I took a chance and bought the DE7778 dust extraction kit which connects via three ports at the back of the saw. A little annoying is the supplied top port which is square, as it doesn't
fit the round port on the saw, apparently Dewalt toild the retailer after I questioned it, that you connect the hose directly. That makes sense and I don't have a problem with it,
but it begs the question why the bloody hell they've worked a square port in to the cost that doesn't fit and is of no use! 
Anyway, I'd like to say it works perfectly, but it doesn't, leaving about 40% of dust behind. The saw and the work station on the other hand work brilliantly making repeat cuts
a doddle.


----------



## Roughcut (17 Oct 2015)

That's a nice set-up you have there Pete.
I've been thinking of doing something similar myself.
Maybe I should get on with it......


----------



## beech1948 (17 Oct 2015)

PeteG,

Mitre saws are a pain to collect dust from. Your 3 different tubes sort of assume that Dewalt knew what it was doing when it designed them but Dewalt have no idea at all.

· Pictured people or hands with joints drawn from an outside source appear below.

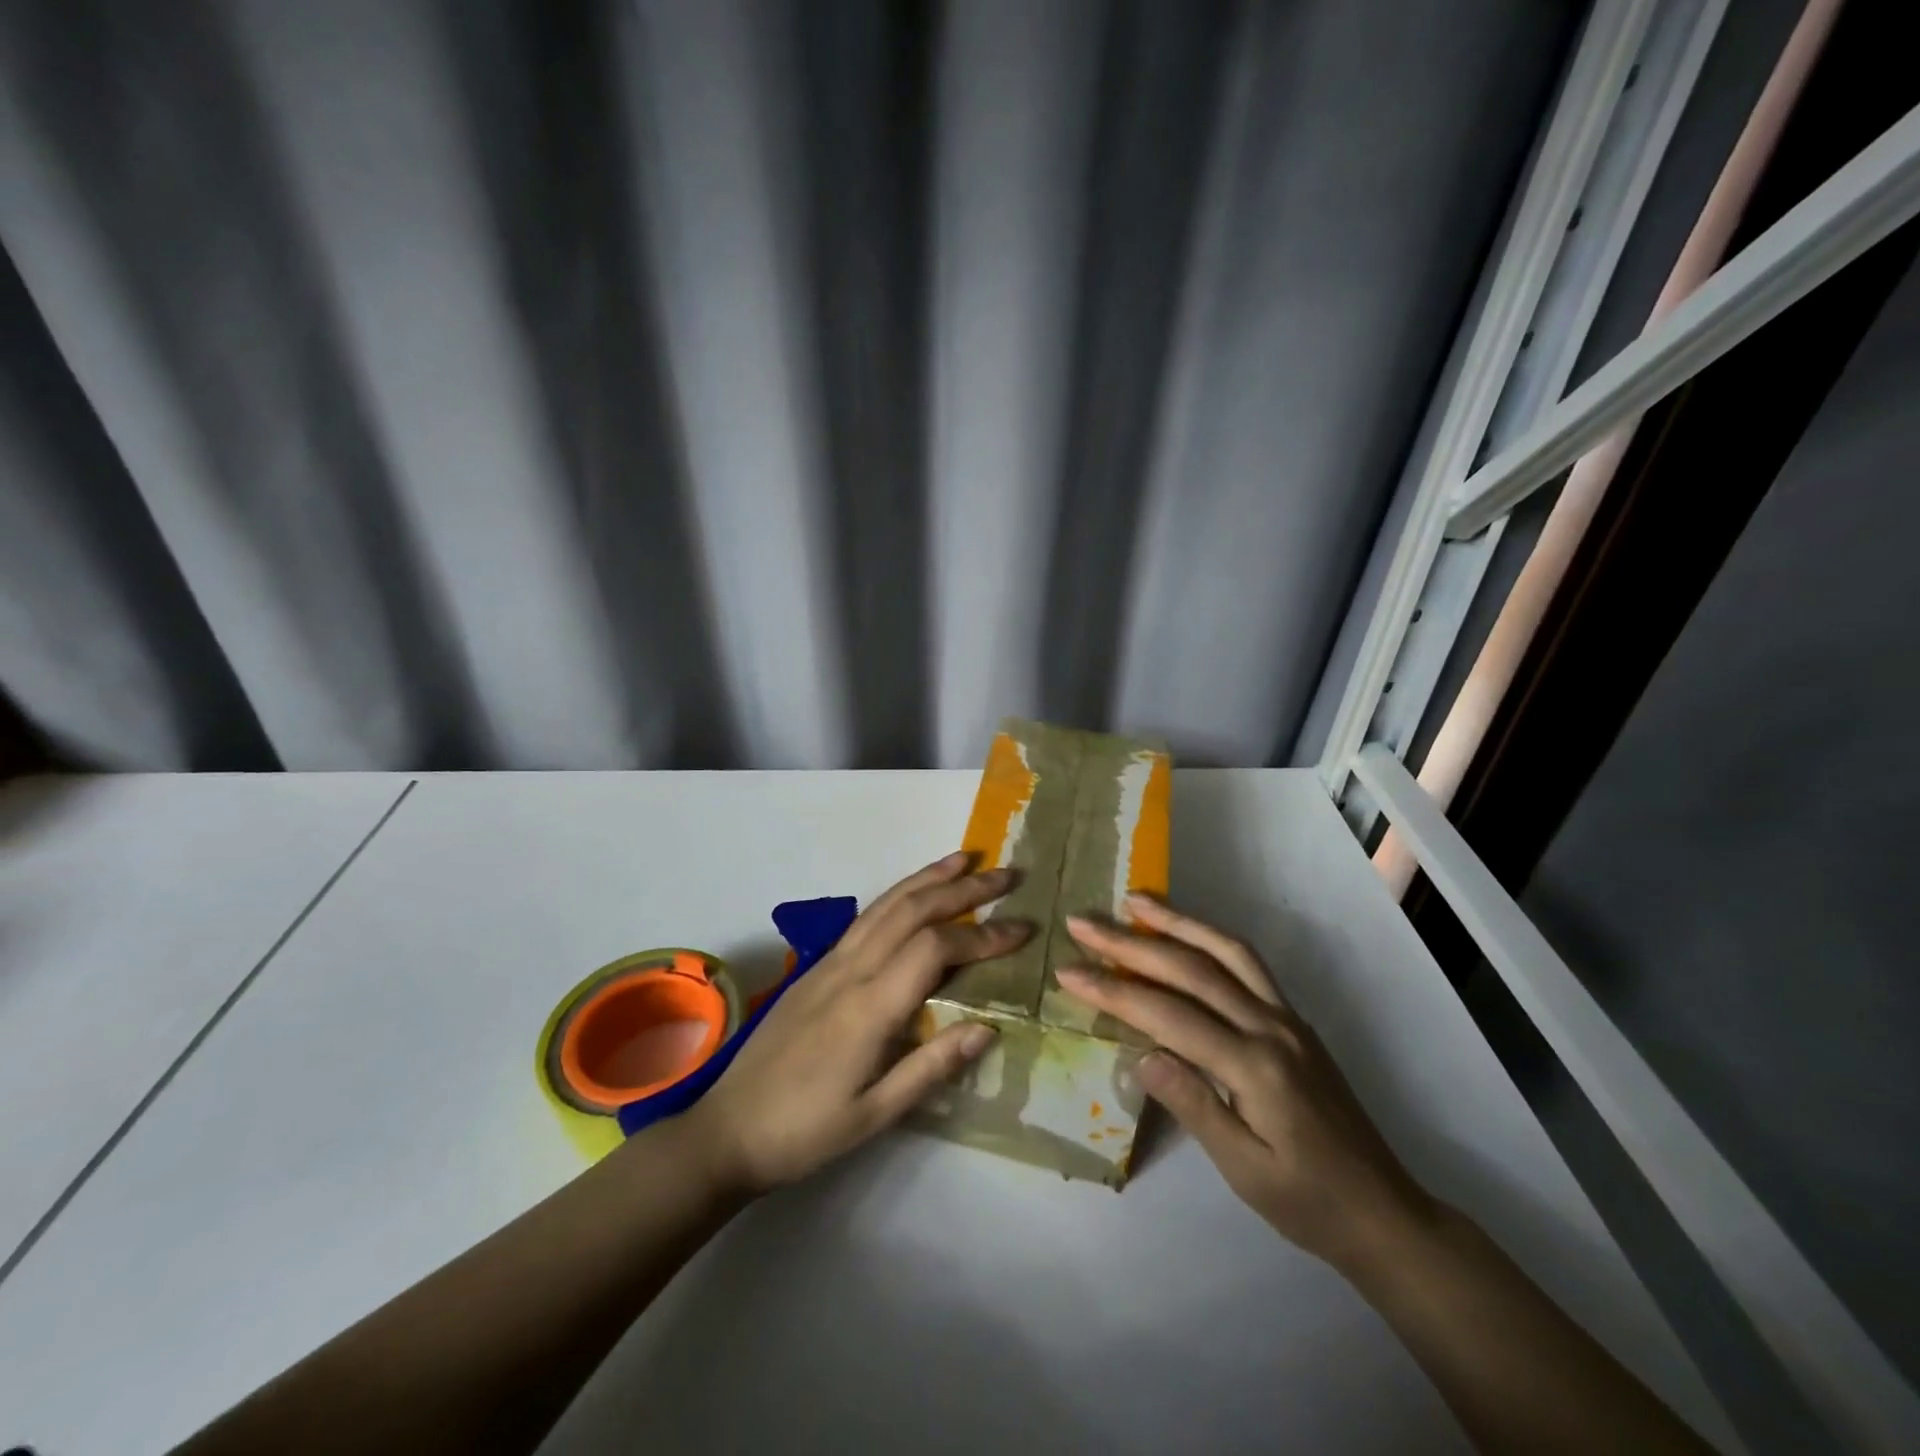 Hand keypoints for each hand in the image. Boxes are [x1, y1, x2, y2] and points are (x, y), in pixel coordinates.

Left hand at [680, 852, 1029, 1196]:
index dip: (982, 935)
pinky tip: (914, 894)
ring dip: (929, 878)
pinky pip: (866, 917)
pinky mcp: (817, 966)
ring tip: (966, 860)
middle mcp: (850, 969)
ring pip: (886, 904)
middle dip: (963, 888)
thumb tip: (988, 1027)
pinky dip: (899, 894)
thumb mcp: (874, 1115)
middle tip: (1008, 875)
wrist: (728, 1129)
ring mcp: (829, 962)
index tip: (1022, 929)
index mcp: (868, 1006)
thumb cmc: (805, 1131)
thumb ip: (931, 1067)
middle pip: (912, 910)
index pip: (935, 948)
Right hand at [1061, 897, 1432, 1270]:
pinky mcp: (1292, 1018)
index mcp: (1256, 1067)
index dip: (1114, 991)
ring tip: (1134, 901)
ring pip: (1226, 950)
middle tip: (1084, 923)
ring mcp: (1286, 1016)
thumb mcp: (1246, 1172)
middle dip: (1131, 943)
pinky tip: (1185, 931)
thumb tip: (1141, 1055)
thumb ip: (1194, 1106)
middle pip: (1192, 969)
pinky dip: (1210, 937)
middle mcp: (1271, 1026)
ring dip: (1177, 921)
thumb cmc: (1308, 1203)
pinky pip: (1247, 962)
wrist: (1384, 1212)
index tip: (1068, 972)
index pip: (1169, 1015)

The best way to create a dust capture device for a mitre saw is to build a cabinet around the rear of the blade including a top and with a drop or cone shape for the bottom of the box. Into this bottom bit goes a 4 inch dust collection port. Thats it.

See here https://www.youtube.com/watch?v=XTVd9Lk2Fng

[urlhttps://www.youtube.com/watch?v=zzw2U5dbUg4][/url]

Hope this helps

Al


----------



## PeteG (18 Oct 2015)

Roughcut":1pyh49by said:


> That's a nice set-up you have there Pete.
> I've been thinking of doing something similar myself.
> Maybe I should get on with it......




Thanks Roughcut  Don't put it off any longer, makes life so much easier.



beech1948":1pyh49by said:


> PeteG,
> 
> Mitre saws are a pain to collect dust from. Your 3 different tubes sort of assume that Dewalt knew what it was doing when it designed them but Dewalt have no idea at all.
> 
> ...



I looked at that method Beech, not quite as big as that chaps, and thought I might be limited with space. I might try a more powerfull vac, see if that helps


----------